Avec Costco et Ikea qui construisent des centres de distribution et des usines dans la région, la Rive-Sud poursuit sa lancée en tant que sous-marché à la croissance la plus rapide du grand Montréal. Parmi ses atouts figurent les transports routiers et sur rail vers l’est, l’ouest et le sud, une grande quantité de terrains à promouvoir et une main-d’œuvre locale conséquente. Le taux de disponibilité total est présentement de 8,7 % et les loyers nets demandés sont de l’ordre de 6,64 $ /pi2. Le taux de disponibilité total le plus élevé se trouve à Vaudreuil-Dorion, face à l’extrémité ouest de l’île de Montréal, atteignant 38,7 %. Les loyers nets demandés de cette région sont aussi les plus élevés, à 10,38 $/pi2. Il est à noter que l’inventaire total se limite à 1,4 million de pieds carrés, mais la région est en nette croissance depuis dix ans. À la fin de 2016, Ericsson a inauguré des installations à la fine pointe totalisant 200 000 pieds carrés pour 1,3 milliard de dollars, mais annonçait en octobre dernier qu’elle quittera ce nouveau site en raison d’une restructuration à l’échelle mondiale. Les taux de disponibilité sont au plus bas dans la périphérie sud, à 2,2 %, avec des loyers nets demandés de 6,88 $/pi2, les plus élevés sur l’île.

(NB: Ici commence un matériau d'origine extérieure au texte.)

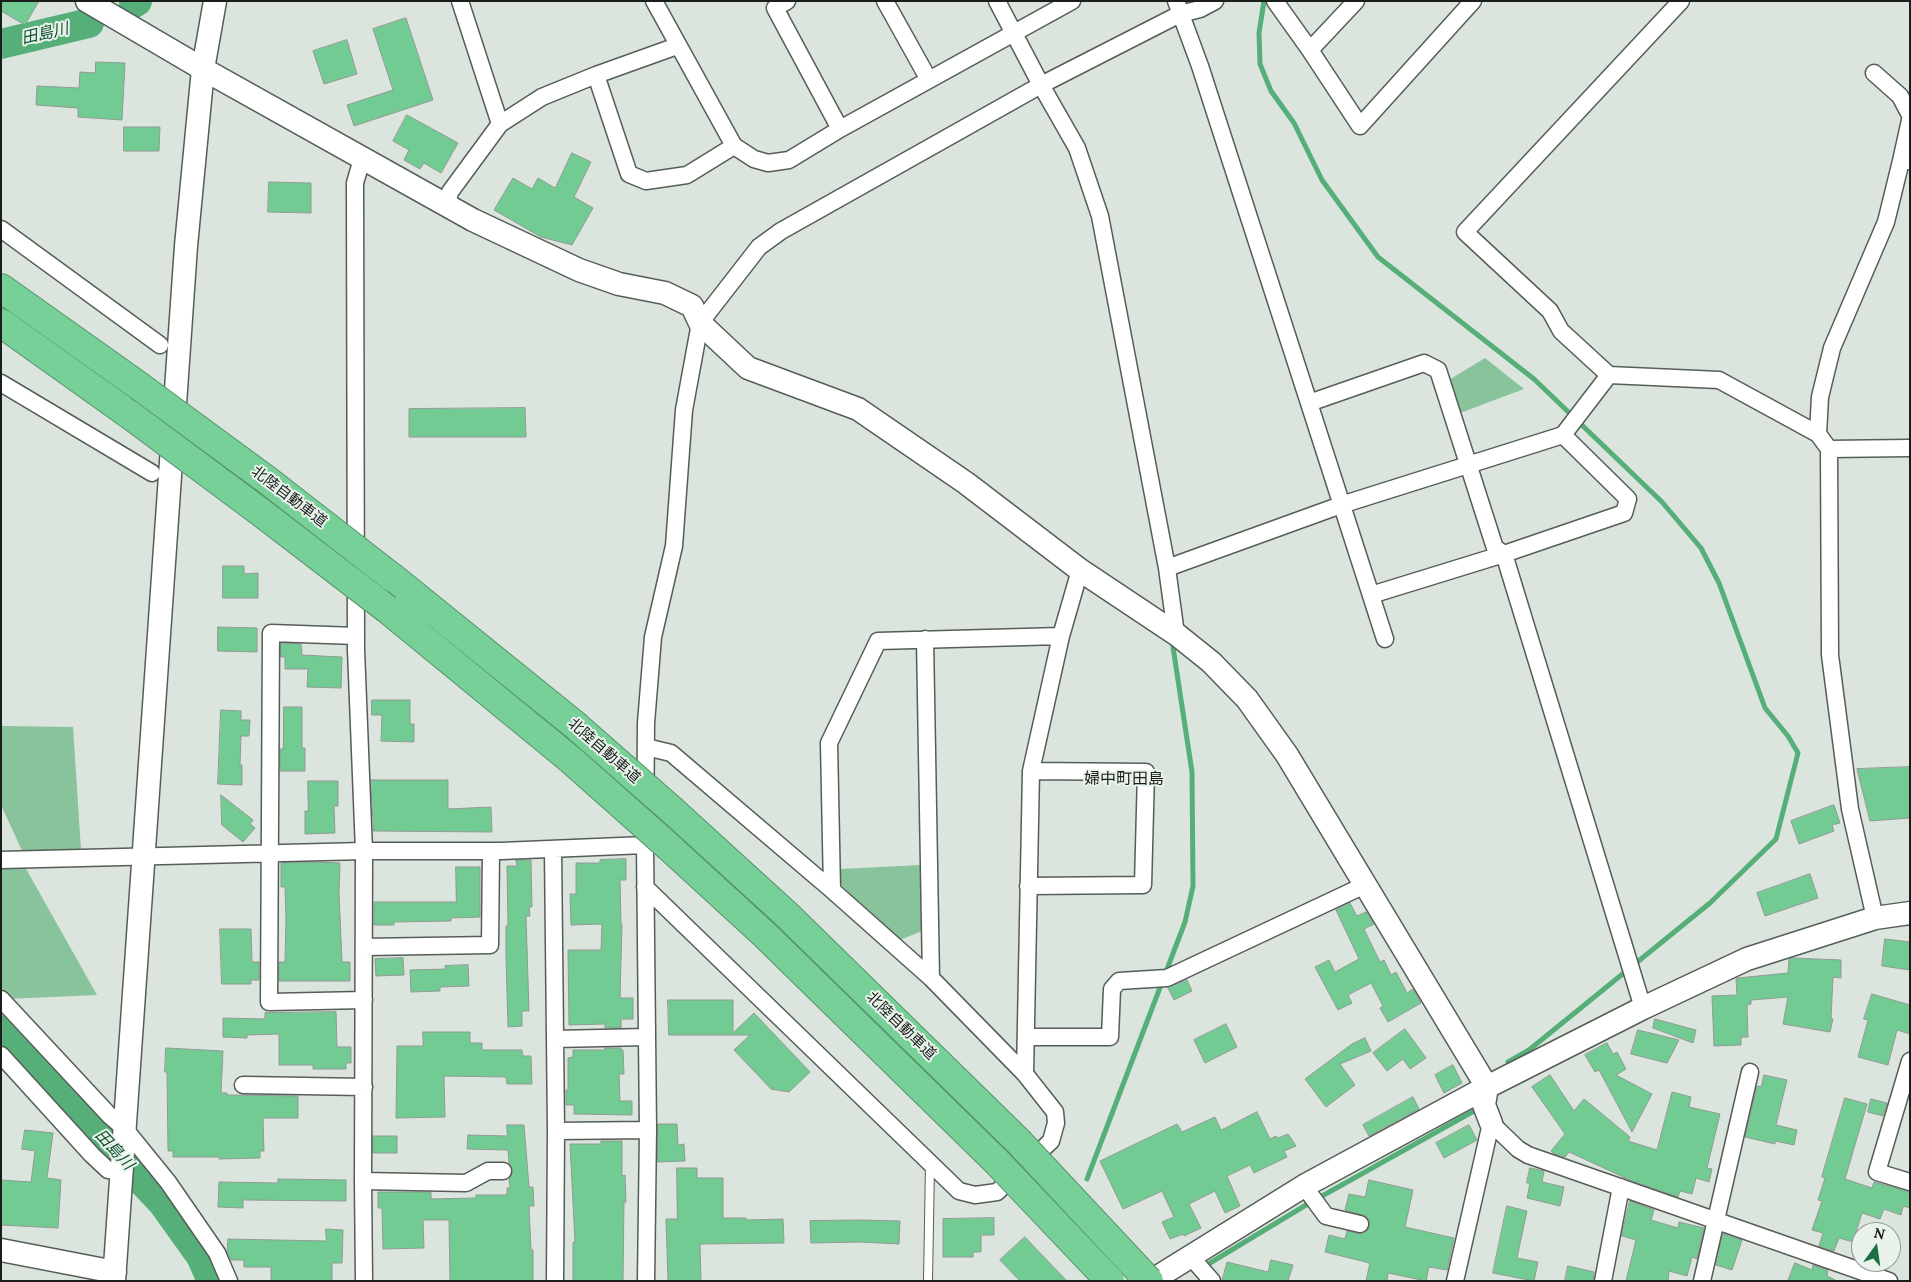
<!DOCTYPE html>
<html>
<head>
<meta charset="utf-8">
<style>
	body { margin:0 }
	#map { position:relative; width:1911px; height:1282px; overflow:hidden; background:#dbe5de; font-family:Lora,serif }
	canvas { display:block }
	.frame { position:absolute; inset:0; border:2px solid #1a1e1b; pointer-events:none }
	.north { position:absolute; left:1851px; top:1222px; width:50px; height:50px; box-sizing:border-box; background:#e9f2eb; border:1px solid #969d98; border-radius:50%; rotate:14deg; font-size:14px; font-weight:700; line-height:20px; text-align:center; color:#1a1e1b }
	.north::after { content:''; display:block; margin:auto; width:18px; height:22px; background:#1b7143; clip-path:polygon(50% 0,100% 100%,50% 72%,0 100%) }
</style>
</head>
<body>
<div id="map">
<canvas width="1911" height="1282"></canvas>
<div class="frame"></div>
<div class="north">N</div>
</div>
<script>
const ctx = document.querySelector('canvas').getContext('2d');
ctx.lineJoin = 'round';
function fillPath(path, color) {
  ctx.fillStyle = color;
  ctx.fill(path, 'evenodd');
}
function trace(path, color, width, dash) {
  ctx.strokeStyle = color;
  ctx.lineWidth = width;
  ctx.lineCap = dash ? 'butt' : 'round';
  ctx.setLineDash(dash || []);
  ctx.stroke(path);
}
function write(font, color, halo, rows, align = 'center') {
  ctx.font = font + ' Lora,"Noto Sans JP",serif';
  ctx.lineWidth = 4;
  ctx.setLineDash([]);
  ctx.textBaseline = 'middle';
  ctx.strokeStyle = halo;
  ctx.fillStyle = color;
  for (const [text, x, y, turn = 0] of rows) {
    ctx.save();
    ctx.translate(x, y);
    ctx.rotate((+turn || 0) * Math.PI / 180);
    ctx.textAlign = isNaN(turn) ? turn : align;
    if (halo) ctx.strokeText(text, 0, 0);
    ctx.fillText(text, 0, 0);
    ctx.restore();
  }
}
fillPath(new Path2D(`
	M1485,358L1524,389L1460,413L1449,380Z
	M1,726L73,727L81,850L23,853L1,805Z
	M921,865L922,931L900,940L842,886L839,879L840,869Z
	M25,867L97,995L6,999L1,994V869Z`), '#88c39c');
trace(new Path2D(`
	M1264,1L1259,33L1260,64L1271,91L1294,123L1322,180L1378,257L1534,379L1662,502L1701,548L1719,583L1765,708L1788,736L1798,753L1776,839L1710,903L1529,1050L1508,1062
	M1087,1179L1185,922L1193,886L1192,772L1173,647
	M1210,1263L1306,1205L1474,1111`), '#56af79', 5);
trace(new Path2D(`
	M134,3L137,1
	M1,44L89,23
	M1,1030L163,1203L201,1256L212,1281`), '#56af79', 30);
const building = new Path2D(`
	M1,1H39L25,25L1,11Z
	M406,18L433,100L354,126L347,105L393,90L373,29Z
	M347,40L357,74L324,84L313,51Z
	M96,62L125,63L122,120L78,117V108L36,105L37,86L79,88L80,72L95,73Z
	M407,115L458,143L441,173L424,163L420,169L404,160L409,150L393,141Z
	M124,127H160L159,151H124Z
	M572,153L591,162L574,197L593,208L572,245L541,237L494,210L513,178L532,189L538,178L555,188Z
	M269,182L311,183V213L268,212Z
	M525,408L526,437H409V409Z
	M223,566H244V574L258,573V598H223Z
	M218,627L257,628V652L218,651Z
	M281,643L301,644L302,655L342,657L341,688L307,687L308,669H285V657H281Z
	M372,700H410V724H414V742L381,741L382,715H372Z
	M284,707H302V748H305V771H280V749H283Z
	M221,710L241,711V720H250L249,736H241L240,765H242V785L218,784Z
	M1910,767V818L1870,821L1857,769Z
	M371,780H448V809L491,807L492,832L374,831Z
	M308,781H338V806H334L335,833L305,834V811H308Z
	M221,795L253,820L250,824L255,828L243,842L222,825Z
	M1834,805L1840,823L1832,825L1834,831L1799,844L1791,821Z
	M626,859V880H620L621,924H622L620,998H633V1019H621V1028H605V1024L569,1025L568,950H601L602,924L571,925L570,894H576V863H600V860Z
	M516,860H531L532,907H529L530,916H526L529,1011H522V1026L508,1027L506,958V926H508L507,866H517Z
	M315,862L340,863L339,893L342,962H350V981H279V962H285L286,918L285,887H281V863Z
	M456,867H480V917L451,918V921L394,922V925H374V902H456Z
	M1810,874L1818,898L1765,916L1757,893Z
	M1350,903L1357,916L1366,912L1374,924L1364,929L1380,962L1384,960L1391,975L1396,972L1407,993L1413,989L1421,1003L1388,1022L1380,1008L1383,1006L1371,983L1348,995L1352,1003L1338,1010L1315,967L1329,960L1335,972L1359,959L1336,910Z
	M220,929H251L252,962H259V980H251V984H222Z
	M1885,939L1910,942V970L1882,966Z
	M403,958L404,975L376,976L375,959Z
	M1793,958L1841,960V978L1833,977L1831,1019H1833L1830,1032L1783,1024L1788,997L1751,1000V1004L1747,1005L1748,1037H1741V1045L1714,1046L1712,996L1737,995L1736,979L1738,978L1788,973L1789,959Z
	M468,965L469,986L440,987V991L411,992L410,970L446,969L445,966Z
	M1187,980L1192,991L1174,1000L1168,988Z
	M1872,994L1910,1005V1034L1897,1030L1888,1065L1858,1057L1868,1020L1864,1019Z
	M668,1000H733V1033L754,1013L810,1072L789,1092L771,1089L734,1050L750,1035H669Z
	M336,1012L337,1047H351V1063H346V1069H313V1065H279V1034L247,1035V1038L223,1037V1018L265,1019V1013Z
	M1655,1019L1696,1030L1693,1043L1653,1028Z
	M1226,1024L1237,1047L1205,1063L1194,1040Z
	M1405,1029L1426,1058L1410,1069L1403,1059L1387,1071L1373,1053Z
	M1638,1030L1679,1040L1667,1063L1631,1054Z
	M423,1032H470V1043H482V1050H522L523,1056H531L532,1084H507L506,1077L444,1076L445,1117L396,1118L397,1046H423Z
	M1365,1038L1371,1051L1340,1064L1355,1085L1326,1107L1305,1079L1352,1044Z
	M1607,1043L1613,1054L1617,1052L1626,1069L1616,1075L1652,1094L1632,1132L1599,1070L1595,1072L1585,1055Z
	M166,1048L223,1051L221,1093H227V1095L298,1096V1118H263L264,1151H260V1158L219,1159V1157H173V1151H168L167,1072H165Z
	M605,1048H621V1050H623L624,1074H619L620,1101H632V1115L574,1114V1105H566V1090H568V1058L573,1057V1050H605Z
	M1453,1065L1462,1083L1444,1093L1435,1075Z
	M1550,1075L1574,1111L1584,1099L1630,1137L1628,1141L1657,1150L1672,1092L1691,1097L1689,1107L1720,1114L1707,1168L1712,1169L1709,1182L1696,1178L1692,1194L1680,1191L1678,1197L1632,1181L1569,1152L1565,1157L1554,1154L1551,1151L1565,1134L1532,1087Z
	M1764,1075L1787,1080L1776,1125L1797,1130L1794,1145L1775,1141V1144L1745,1137L1757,1086L1761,1087Z
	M1413,1097L1419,1109L1369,1136L1363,1125Z
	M1845,1098L1867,1104L1845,1179L1872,1188L1874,1182L1910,1192V1208L1903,1206L1901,1215L1884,1209L1880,1219L1862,1213L1853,1242L1839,1238L1834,1251L1819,1246L1823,1233L1812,1230L1822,1201L1818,1200L1825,1178L1822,1177Z
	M1871,1099L1887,1103L1883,1116L1868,1112Z
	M1257,1112L1270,1139L1276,1136L1278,1138L1288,1134L1296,1146L1284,1151L1287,1157L1254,1173L1250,1165L1227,1176L1240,1206L1225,1213L1215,1191L1189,1204L1201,1228L1184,1236L1183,1234L1170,1239L1162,1222L1174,1217L1162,1191L1123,1209L1100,1161L1177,1124L1182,1132L1215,1117L1221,1130Z
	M658,1124H677L678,1145L684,1144L685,1161L658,1162Z
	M507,1125H524L529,1187H533L534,1206H529L531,1250H533V1281H450L449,1220H423L424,1248L383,1249L382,1208H378V1192H431V1199L476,1198V1195H507V1188H510L509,1179L513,1171L509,1163L508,1150L467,1149L468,1135L507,1136Z
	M1469,1125L1477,1140L1444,1158L1436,1143Z
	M25,1130L53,1133L47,1178L61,1180L58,1228L1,1225V1180L31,1182L35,1151L22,1149Z
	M373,1136H397V1153H373Z
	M601,1141H622V1176L625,1175L626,1202H624L623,1281H573V1242H575L570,1144H601Z
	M677,1168H697V1178H723V1218H746V1220L783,1219L784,1243L700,1244L701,1281H668L666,1219H677Z
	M1530,1168L1544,1171L1542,1182L1564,1187L1560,1206L1527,1198L1530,1183H1527Z
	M278,1179L346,1180V1201L243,1200V1208L218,1207L219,1182L278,1183Z
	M1369,1180L1413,1190L1405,1227L1454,1238L1447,1270L1429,1267L1426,1281L1388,1273L1387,1281H1366L1370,1263L1325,1252L1329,1235L1345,1239L1347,1231L1362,1234L1368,1230L1370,1222L1366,1216L1345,1210L1349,1194L1365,1197Z
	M1630,1201L1654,1210L1651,1220L1678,1228L1679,1222L1704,1228L1697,1259L1692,1257L1687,1276L1669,1271L1668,1281H1626L1636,1240L1622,1236Z
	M1507,1206L1527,1211L1517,1258L1538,1262L1534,1281L1493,1273Z
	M994,1218V1235H981V1252H973V1257H943V1219Z
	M859,1220L900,1221L899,1244L860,1242L811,1243L810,1221Z
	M326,1229L343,1230L342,1263H332V1281H271V1267H244V1260H231L227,1252L228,1239L326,1241Z
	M1723,1234L1742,1240L1732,1270L1716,1265Z
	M1025,1237L1042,1255L1067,1281H1020L1000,1260Z
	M1271,1260L1293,1265L1288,1281H1222L1227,1262L1268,1272Z
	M1795,1263L1812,1270L1813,1265L1828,1270L1827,1276L1837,1281H1788Z
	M1568,1266L1594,1272L1593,1281H1565Z`);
fillPath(building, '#72cb93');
trace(building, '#919a93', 1);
const lane = new Path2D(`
	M928,1281L930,1164`);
const street = new Path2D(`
	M460,1L500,124
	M654,1L734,146L754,159L768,163L789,160L840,129L1072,1
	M787,1L775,8L840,129
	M885,1L929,80
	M997,1L1041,85L1077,148L1100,216L1167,568L1176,634
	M1176,1L1200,66L1309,403L1424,363L1438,370L1495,548L1504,554L1643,1008
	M1275,1L1310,50L1360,126L1473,1
	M1681,1L1465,232L1550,311L1561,331L1609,375L1719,380L1818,434
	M1310,50L1356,1
	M1874,73L1900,96L1910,115
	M596,75L629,174L646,181L687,175L734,146
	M362,159L355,183L356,650L364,851L363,1181L364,1281
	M1901,161L1910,120
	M447,205L450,192L500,124L542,97L596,75L677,46
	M1,229L160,345
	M1,383L152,473
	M1309,403L1385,639
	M1829,449L1910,448
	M1167,568L1341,505L1563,435L1609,375
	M1371,595L1504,554L1624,513L1628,499L1563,435
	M356,636L271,633L269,1002L364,1000
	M925,639L931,978
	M553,849L556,1131L555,1281
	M1,860L364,851H501L645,845
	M1028,886L1143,885L1146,772L1031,771
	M645,887L959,1191L975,1195L997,1192L1051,1141L1056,1123L1055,1112L1025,1074L931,978L832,890L671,753L646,747
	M832,890L829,743L878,641L1061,636
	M1875,918L1850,809L1830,655L1829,449L1818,434L1820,397L1832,348L1886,222L1901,161H1910
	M364,947L490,945L491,851
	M1,999L110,1116L125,1129L168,1182L217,1253L229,1281
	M1027,1037H1110L1112,989L1119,981L1167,978L1365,885
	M555,1039L647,1037
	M1,1055L92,1155L108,1170L122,1171
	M1910,1061L1877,1172L1910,1182
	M1025,1074L1031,771L1061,636L1080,570
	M243,1085L364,1087
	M556,1131L648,1130
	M363,1181L466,1183L488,1171H503
	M1304,1186L1326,1216L1360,1224
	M1191,1257L1212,1281
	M646,1281L648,1130L645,845L646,723L653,637L674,546L684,410L700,323L759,247L781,231L1041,85L1180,14L1200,9L1215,1
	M1455,1281L1491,1123L1518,1149L1528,1155L1889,1281
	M1603,1281L1621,1187
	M1702,1281L1750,1072`);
const secondary = new Path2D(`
	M87,1L203,69L473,220L579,270L619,284L665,293L692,306L700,323L748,368L858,409L966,483L1080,570L1176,634L1211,662L1247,699L1287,755L1487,1087L1484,1105L1491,1123
	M1,1250L115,1272
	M114,1281L186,246L203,69L215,1
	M1151,1281L1304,1186L1487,1087L1643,1008L1747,959L1875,918L1910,913`);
const highway = new Path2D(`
	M1,288L139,386
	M1,323L130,415
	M393,578L575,725
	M387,609L571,760
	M673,811L786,914L1018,1141
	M669,847L765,935L996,1161`);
trace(lane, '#555d57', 10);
trace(street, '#555d57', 19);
trace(secondary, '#555d57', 25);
trace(highway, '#56926c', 30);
trace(lane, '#fff', 8);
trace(street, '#fff', 16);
trace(secondary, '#fff', 22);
trace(highway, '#77d098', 28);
const highwayBridge = new Path2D(`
	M139,386L267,480L393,578
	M130,415L259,511L387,609
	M575,725L673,811
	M571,760L669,847
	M1018,1141L1149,1281
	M996,1161L1110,1281`);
trace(highwayBridge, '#56926c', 30, []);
trace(highwayBridge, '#77d098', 28);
write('15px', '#1a1e1b', '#e9f2eb', [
	["北陸自動車道",289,497,37],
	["北陸自動車道",604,751,41],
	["北陸自動車道",901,1026,44]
]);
write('italic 16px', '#0b502d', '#e9f2eb', [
	["田島川",45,34,-13],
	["田島川",114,1150,47]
]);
write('16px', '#1a1e1b', '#e9f2eb', [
	["婦中町田島",1124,779]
]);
</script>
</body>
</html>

Ce secteur englobe le Mile-End, où l’on a converti un grand nombre d’immeubles industriels vieillissants en locaux de type loft, un phénomène qui continue de se répandre.

Perspectives

L’activité dans la construction devrait s’accroître au cours des prochains mois puisque les grands projets de construction sur mesure cités plus haut seront lancés. Les projets d’infrastructure à grande échelle qui sont en cours seront dans leur phase finale, ce qui permettra une amélioration de la circulation dans le Grand Montréal. En outre, la construction du réseau électrique métropolitain devrait s’amorcer et à long terme, ce réseau pourrait attirer des entreprises dans l’ouest de l’île. L’activité sur la Rive-Sud ne devrait pas diminuer grâce à son statut d’emplacement idéal pour l’entreposage et les centres de distribution. Les stocks de superficies industrielles seront sans doute stables dans un proche avenir et le marché préservera son équilibre entre bailleurs et locataires. Les meilleures occasions seront spécifiques à des sous-marchés et des immeubles. Les locataires et leurs conseillers devront donc analyser attentivement le marché et leurs besoins.